Just as San Francisco and New Orleans have their clattering streetcars, throwbacks to another era, Rio has their own streetcars, the bonde trem.
They once crisscrossed the city. But today, Rio’s last streetcar line runs from Centro through the charming Santa Teresa neighborhood and back, conjuring up visions of days gone by.
There’s even a bonde train museum, Museu do Bonde, if you find yourself jonesing for a history lesson.
In case you don’t make it there, the trains began in 1865 and originally were pulled by donkeys. The trains are called bondes since the first electric trains were financed by a public bond.
If you’ve seen the classic film, Black Orpheus, you know that Orpheus worked as a conductor on a bonde train.
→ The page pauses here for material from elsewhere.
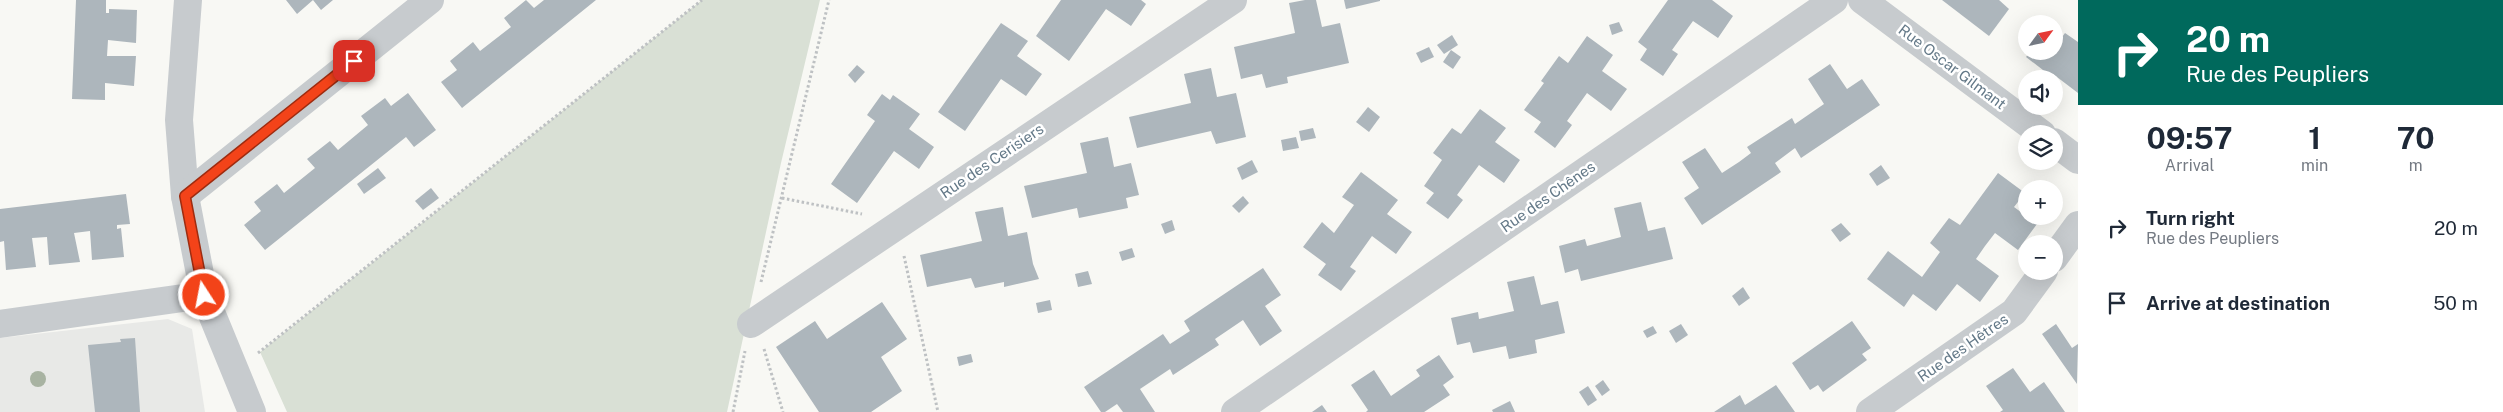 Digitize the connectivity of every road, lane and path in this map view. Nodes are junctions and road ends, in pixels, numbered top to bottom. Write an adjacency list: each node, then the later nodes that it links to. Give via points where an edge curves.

The bondinho’s ubiquitous clattering through the cobblestone streets of Santa Teresa give it a unique feel in modern-day Rio.
It costs less than a dollar to experience this little time machine, but the kids who run alongside the train and hang onto the rail hop on and off at will, riding the running boards for free.
The bondes leave every 30 minutes from Centro and travel along two routes. They both pass over the Arcos da Lapa and head into the heart of bohemian Santa Teresa.
I’ll write more about Santa Teresa another time, because I love it and there’s lots to explore there. You may have heard it was the home of British train robber Ronnie Biggs for many years.
Bohemian to the core, Santa Teresa is full of characters, including artists, writers, photographers and others who crave an authentic sense of place.
It’s full of great restaurants, beautiful homes and B-and-B’s where you can stay, such as Casa Mango Mango. If you decide to stay there, say hi to Julie for me.
A visit to Santa Teresa is a must on your trip to Rio. And riding the bonde train is your ticket to a bygone era.